Cuando se aproximan las urnas y se estrecha el margen temporal para invertir la tendencia, en la casa de Frankenstein ya son más quienes descuentan la derrota y se preparan para combatir al venidero Gobierno de la derecha que quienes aún confían en repetir un experimento que ha naufragado con estrépito y carece de alternativa con este liderazgo, puesto que es de conocimiento universal que Sánchez sólo puede permanecer en el Gobierno con la misma mayoría que hoy se desmembra entre imprecaciones. En esas condiciones, su petición de four more years pone los pelos de punta a cualquier persona sensata. 

Era de esperar que la coalición llegara fracturada al tramo final de la legislatura, aunque sólo fuera por hacer honor a la ancestral vocación fratricida de la izquierda.

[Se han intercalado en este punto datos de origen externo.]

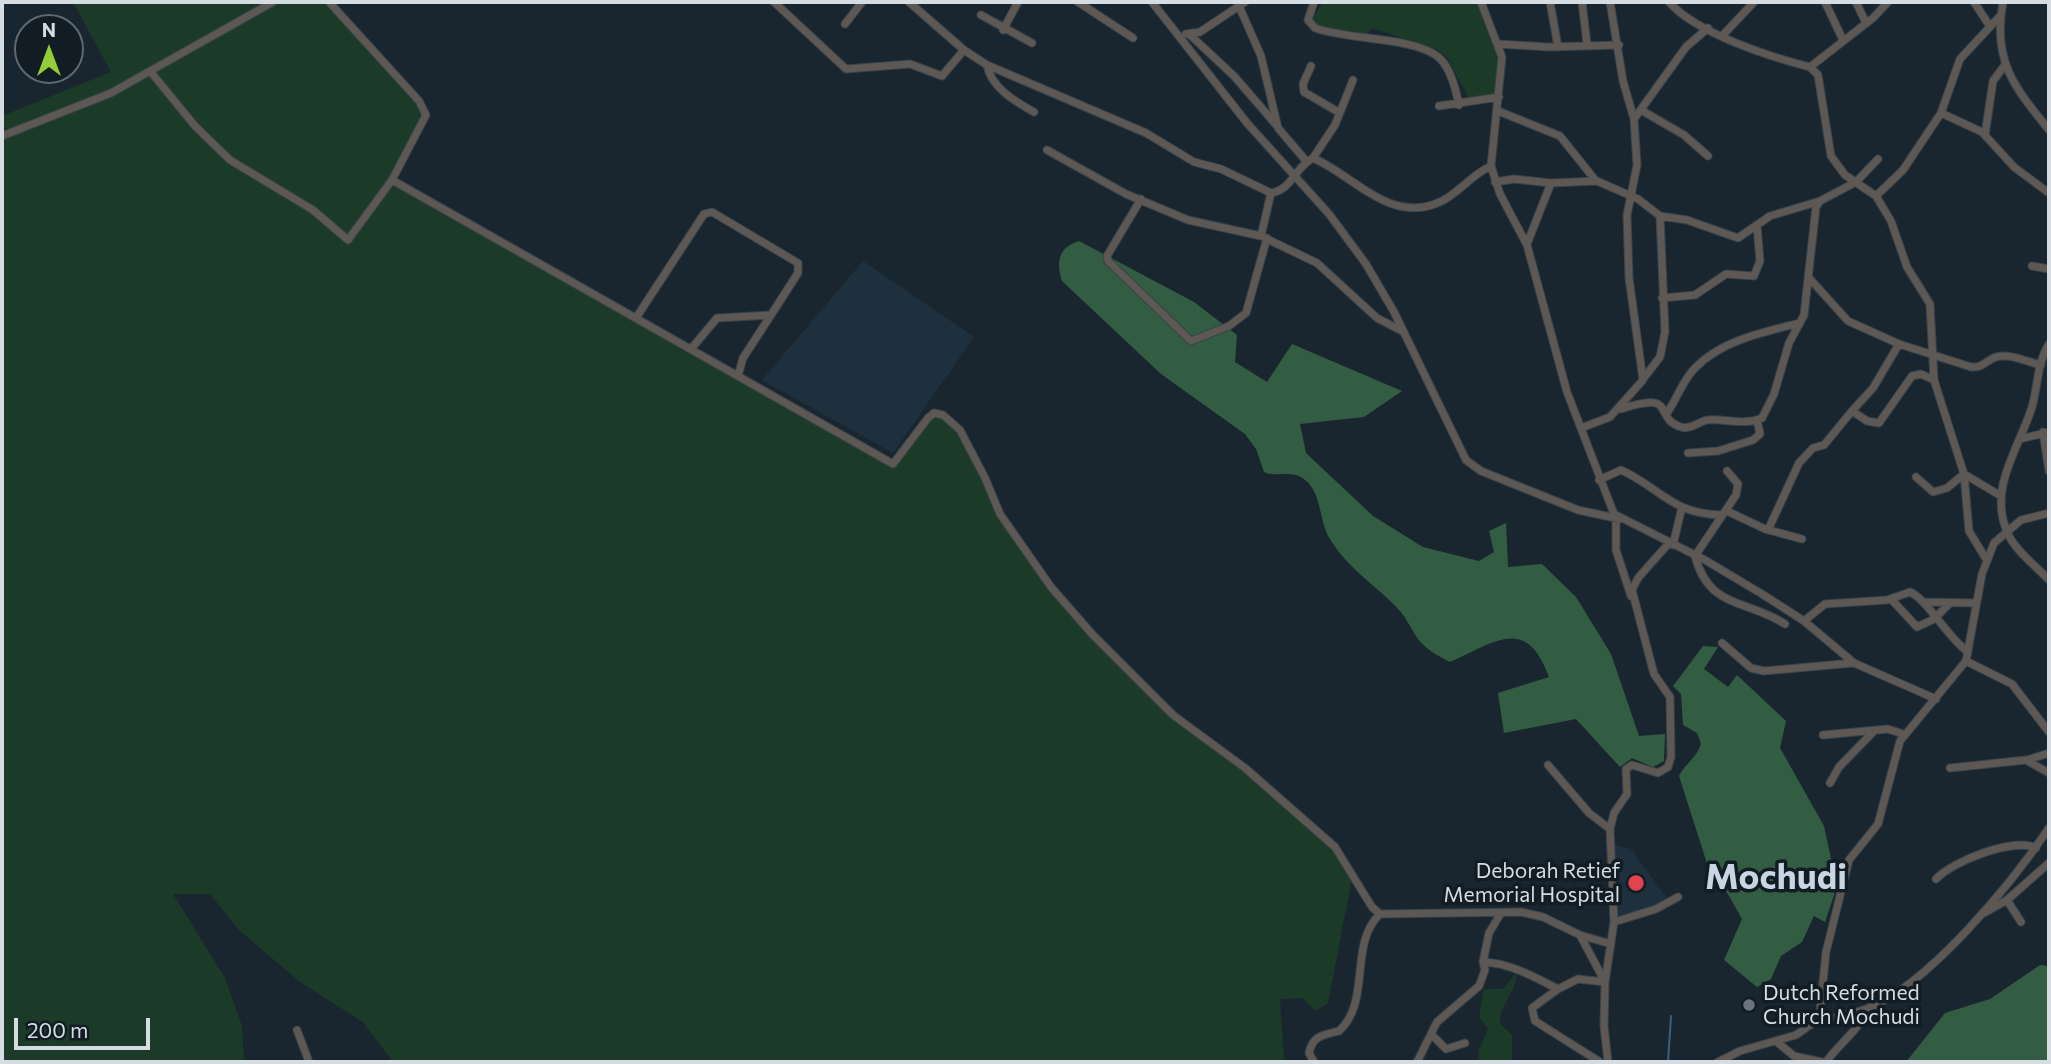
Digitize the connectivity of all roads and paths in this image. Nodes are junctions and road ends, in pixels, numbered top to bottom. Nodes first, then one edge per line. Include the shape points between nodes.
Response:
1 (273, 2) edge
2 (329, 2) edge
3 (774, 2) edge
4 (862, 2) edge
5 (909, 2) edge
6 (1018, 2) edge
7 (1081, 2) edge
8 (1152, 2) edge
9 (1314, 2) edge
10 (1481, 2) edge
11 (1550, 2) edge
12 (1582, 2) edge
13 (1611, 2) edge
14 (1669, 2) edge
15 (1754, 2) edge
16 (1825, 2) edge
17 (1856, 2) edge
18 (1888, 2) edge
19 (1974, 2) edge
20 (2003, 2) edge
21 (1242, 3) edge
22 (981, 15) dead end
23 (2001, 15) junction
24 (1866, 23) junction
25 (845, 24) dead end
26 (1989, 25) junction
27 (1709, 28) junction
28 (1003, 30) junction
29 (1178, 34) junction
30 (1189, 34) junction
31 (1723, 35) junction
32 (1133, 38) dead end
33 (1843, 40) junction
34 (1032, 43) dead end
35 (1497, 44) junction
36 (1587, 44) junction
37 (1619, 45) junction
38 (1558, 47) junction
39 (964, 50) junction
40 (987, 65) junction
41 (2005, 65) junction
42 (1311, 66) dead end
43 (1810, 68) junction
44 (150, 71) junction
45 (1353, 80) dead end
46 (1499, 97) junction
47 (1459, 105) junction
48 (1439, 106) dead end
49 (1641, 110) junction
50 (1497, 111) junction
51 (1034, 112) dead end
52 (1340, 113) junction
53 (1941, 113) junction
54 (1634, 119) junction
55 (1278, 128) junction
56 (2049, 130) edge
57 (1985, 135) junction
58 (2, 136) edge
59 (1047, 150) dead end
60 (1708, 156) dead end
61 (1878, 159) dead end
62 (1310, 160) junction
63 (1491, 166) junction
64 (1296, 177) junction
65 (392, 180) junction
66 (1597, 181) junction
67 (1495, 182) junction
68 (1856, 182) junction
69 (1550, 183) junction
70 (1271, 193) junction
71 (2049, 193) edge
72 (1630, 196) junction
73 (1876, 196) junction
74 (1141, 199) junction
75 (1820, 201) junction
76 (1660, 216) junction
77 (1757, 226) junction
78 (1264, 237) junction
79 (1527, 245) junction
80 (2032, 266) dead end
81 (2049, 269) edge
82 (1810, 279) junction
83 (1662, 299) junction
84 (771, 314) junction
85 (635, 318) junction
86 (1800, 324) junction
87 (1404, 333) junction
88 (1899, 344) junction
89 (2049, 344) edge
90 (691, 349) junction
91 (1933, 356) junction
92 (2040, 365) junction
93 (737, 376) junction
94 (1643, 380) junction
95 (1934, 380) junction
96 (1620, 409) junction
97 (1852, 411) junction
98 (1667, 413) junction
99 (1757, 421) junction
100 (1581, 428) junction
101 (2046, 432) edge
102 (2020, 439) junction
103 (1688, 453) dead end
104 (1727, 471) dead end
105 (2049, 471) edge
106 (1964, 474) junction
107 (1916, 477) dead end
108 (1599, 480) junction
109 (2001, 496) junction
110 (1682, 507) junction
111 (1724, 513) junction
112 (2049, 513) edge
113 (1618, 519) junction
114 (1768, 530) junction
115 (2006, 530) junction
116 (1802, 539) dead end
117 (1671, 544) junction
118 (1695, 556) junction
119 (1986, 559) junction
120 (2049, 580) edge
121 (1632, 596) junction
122 (1891, 599) junction
123 (1924, 603) junction
124 (1976, 603) junction
125 (1949, 604) junction
126 (1934, 619) junction
127 (1804, 621) junction
128 (1785, 624) dead end
129 (1722, 643) dead end
130 (1968, 652) junction
131 (1966, 662) junction
132 (1853, 663) junction
133 (1936, 699) junction
134 (1875, 730) junction
135 (2049, 732) edge
136 (1823, 734) dead end
137 (1903, 734) junction
138 (2049, 753) edge
139 (2026, 760) junction
140 (1548, 765) dead end
141 (1950, 768) dead end
142 (2049, 773) edge
143 (1830, 783) dead end
144 (2049, 828) edge
145 (1610, 829) junction
146 (2036, 848) junction
147 (2049, 863) edge
148 (1936, 879) dead end
149 (1678, 897) dead end
150 (2007, 900) junction
151 (1501, 913) junction
152 (1380, 914) junction
153 (1977, 917) junction
154 (1614, 922) junction
155 (2021, 922) dead end
156 (1580, 935) junction
157 (1611, 944) junction
158 (1483, 962) junction
159 (1605, 982) junction
160 (1558, 989) junction
161 (1867, 1009) junction
162 (1813, 1023) junction
163 (297, 1030) dead end
164 (1431, 1034) junction
165 (1777, 1042) junction
166 (1465, 1043) dead end
167 (309, 1062) edge
168 (1314, 1062) edge
169 (1417, 1062) edge
170 (1600, 1062) edge
171 (1608, 1062) edge
172 (1718, 1062) edge
173 (1824, 1062) edge

1 - 44 street
2 - 65 street via 425,111
3 - 39 street via 846,69 910,64 942,76
4 - 25 street
5 - 39 street
6 - 28 street
7 - 32 street
8 - 29 street
9 - 47 street via 1308,20 1315,28 1419,48 1437,56
10 - 35 street
11 - 38 street
12 - 36 street
13 - 37 street
14 - 27 street
15 - 31 street
16 - 33 street
17 - 24 street
18 - 24 street
19 - 26 street
20 - 23 street
21 - 30 street via 1200,32
21 - 55 street via 1261,56
22 - 28 street
23 - 26 street
23 - 41 street
24 - 33 street
26 - 53 street via 1960,59
27 - 31 street
27 - 49 street via 1686,47
28 - 34 street
29 - 30 street
29 - 64 street via 1262,142
30 - 55 street via 1234,76
31 - 43 street
33 - 43 street
35 - 38 street
35 - 46 street via 1502,57
36 - 37 street
36 - 38 street
37 - 54 street
39 - 40 street
40 - 51 street via 1011,100
40 - 70 street
41 - 56 street via 2015,87
41 - 57 street via 1991,89
42 - 52 street via 1304,92
43 - 68 street via 1821,83 1831,156
44 - 58 street via 97,100
44 - 65 street via 230,160 313,210 348,240
45 - 52 street
46 - 47 street
46 - 50 street
47 - 48 street
49 - 54 street
49 - 60 street via 1684,135
50 - 63 street
50 - 66 street via 1560,136
52 - 62 street
53 - 57 street
53 - 73 street via 1894,181
54 - 72 street via 1637,165
55 - 62 street
57 - 71 street via 2014,167
59 - 74 street
61 - 68 street
62 - 63 street via 1383,202 1408,206 1442,201 1470,176
62 - 64 street
63 - 67 street
64 - 70 street
64 - 87 street via 1351,242 1385,293
65 - 85 street
66 - 69 street
66 - 72 street
67 - 69 street via 1514,178
67 - 79 street
68 - 73 street
68 - 75 street
69 - 79 street
70 - 78 street
72 - 76 street
72 - 94 street via 1629,278
73 - 91 street via 1891,221 1907,267 1930,304
74 - 78 street via 1188,220
74 - 78 street via 1108,261 1191,341 1246,313
75 - 77 street via 1778,213
75 - 82 street via 1814,219
76 - 77 street via 1738,238
76 - 83 street
77 - 83 street via 1760,261 1754,276 1726,274 1695,295
78 - 87 street via 1317,263 1377,318
79 - 100 street via 1555,354
80 - 81 street
82 - 86 street
82 - 88 street via 1847,321
83 - 94 street via 1663,348
84 - 85 street via 798,273 798,263 712,212 696,221
84 - 90 street via 717,318
84 - 93 street
85 - 90 street
86 - 98 street via 1757,334 1695,367
86 - 99 street via 1789,343 1774,394
87 - 113 street via 1453,437 1474,468 1577,510
88 - 91 street
88 - 97 street via 1873,388
89 - 92 street
90 - 93 street
91 - 92 street via 1977,368 1999,357
91 - 95 street
92 - 102 street
93 - 152 street via 893,464 928,418 934,413 943,415 960,430 1000,514 1051,587 1173,715 1245,768 1335,847 1369,904
94 - 96 street
95 - 97 street via 1921,374 1912,376 1878,423
95 - 106 street
96 - 98 street via 1650,401
96 - 100 street
97 - 114 street via 1824,445 1813,447 1799,463
98 - 99 street via 1677,426 1685,428 1704,421
99 - 103 street via 1760,434 1754,440 1705,454
100 - 108 street
101 - 102 street
101 - 105 street
102 - 109 street via 2004,472
104 - 111 street via 1738,484
106 - 107 street via 1947,488 1933,492
106 - 109 street
106 - 119 street via 1969,531
108 - 110 street via 1621,470
108 - 113 street
109 - 115 street
110 - 111 street
110 - 117 street
111 - 114 street
111 - 118 street
112 - 115 street via 2029,517
113 - 117 street
113 - 121 street via 1616,550
114 - 116 street
115 - 119 street
115 - 120 street
117 - 118 street
117 - 121 street via 1638,578
118 - 127 street
118 - 128 street via 1700,574 1719,595
119 - 124 street
121 - 145 street via 1654,674 1670,697 1671,757 1668,767 1658,773 1632,765 1626,769 1627,794
122 - 123 street via 1907,592
122 - 126 street via 1917,627
122 - 127 street via 1825,604
123 - 125 street
123 - 126 street
124 - 125 street
124 - 130 street
125 - 126 street
126 - 130 street
127 - 132 street
129 - 132 street via 1751,668 1764,671
130 - 131 street
131 - 133 street
131 - 135 street via 2012,684
132 - 133 street
133 - 137 street
134 - 136 street
134 - 137 street
134 - 143 street
137 - 162 street via 1878,824 1849,860 1826,952 1822,1005
138 - 139 street
139 - 141 street
139 - 142 street
140 - 145 street via 1589,813
144 - 146 street
145 - 154 street
146 - 148 street via 2024,843 2008,845 1955,865
146 - 153 street
147 - 150 street
149 - 154 street
150 - 153 street
150 - 155 street
151 - 152 street
151 - 156 street via 1530,913
151 - 158 street via 1489,933
152 - 168 street via 1364,940 1348,1019 1339,1031 1314,1039 1309,1053
153 - 161 street via 1933,964
154 - 157 street
156 - 157 street
156 - 159 street
157 - 159 street
158 - 160 street via 1497,962
158 - 164 street via 1479,986 1446,1012
159 - 160 street via 1578,979
159 - 171 street
160 - 170 street via 1532,1007 1535,1021
161 - 162 street
161 - 173 street via 1864,1020
162 - 165 street
163 - 167 street
164 - 166 street via 1446,1049
164 - 169 street
165 - 172 street
165 - 173 street via 1794,1056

Pero el peor territorio posible para escenificar el cisma es el del feminismo. Es impresionante cómo la izquierda en el poder ha destrozado la celebración del 8 de marzo hasta hacer de ella una fecha maldita y temida por las feministas de buena fe. 

Lo primero fue aquel sectario “no, bonita, no” de Carmen Calvo, que pretendía extenderse un título de propiedad de una causa, la de la igualdad, que extrae toda su grandeza del hecho de ser universal y transversal.

Siguió la concentración imprudente de marzo de 2020, desafiando al covid. Aquel mismo día, las dirigentes del centro derecha tuvieron que abandonar el acto para que no las agrediera la nueva policía política de la sororidad. 

Después vino la guerra fría —que ya se ha hecho caliente— entre los lobbies feministas del oficialismo gobernante. Tras los aperitivos de la ley que deroga la biología, los diputados que se van de putas tras votar la abolición de la prostitución, la secretaria de Estado que prescribe cómo hay que gozar (¿qué sucedería si un secretario de Estado dijera públicamente que “no hay nada como una buena paja”?) y la agarrada de ayer en el Parlamento a causa de la infausta “ley de efectos indeseados”, las dos facciones se han citado en la calle para medir sus fuerzas. Me pregunto en qué pensó la delegada del Gobierno en Madrid al autorizar dos manifestaciones hostiles entre sí que parten de lugares peligrosamente próximos.

El 8 de marzo, una fecha otrora festiva, se ha ido oscureciendo progresivamente de sectarismo inquisitorial y necio. La de este año adquiere un tono siniestro de Duelo en OK Corral y se convierte objetivamente en una desconvocatoria para la gente a la que le gusta salir a la calle vestida de civil y no enfundada en un uniforme de combate partidista. 

No es la misma cosa el voto feminista que el voto femenino, pero sospecho que las contendientes de esta batalla indescifrable pueden estar perdiendo ambos a chorros. Si se tratara de un combate de boxeo, estaríamos ante un resultado inédito en la historia de ese deporte: KO simultáneo para los dos rivales.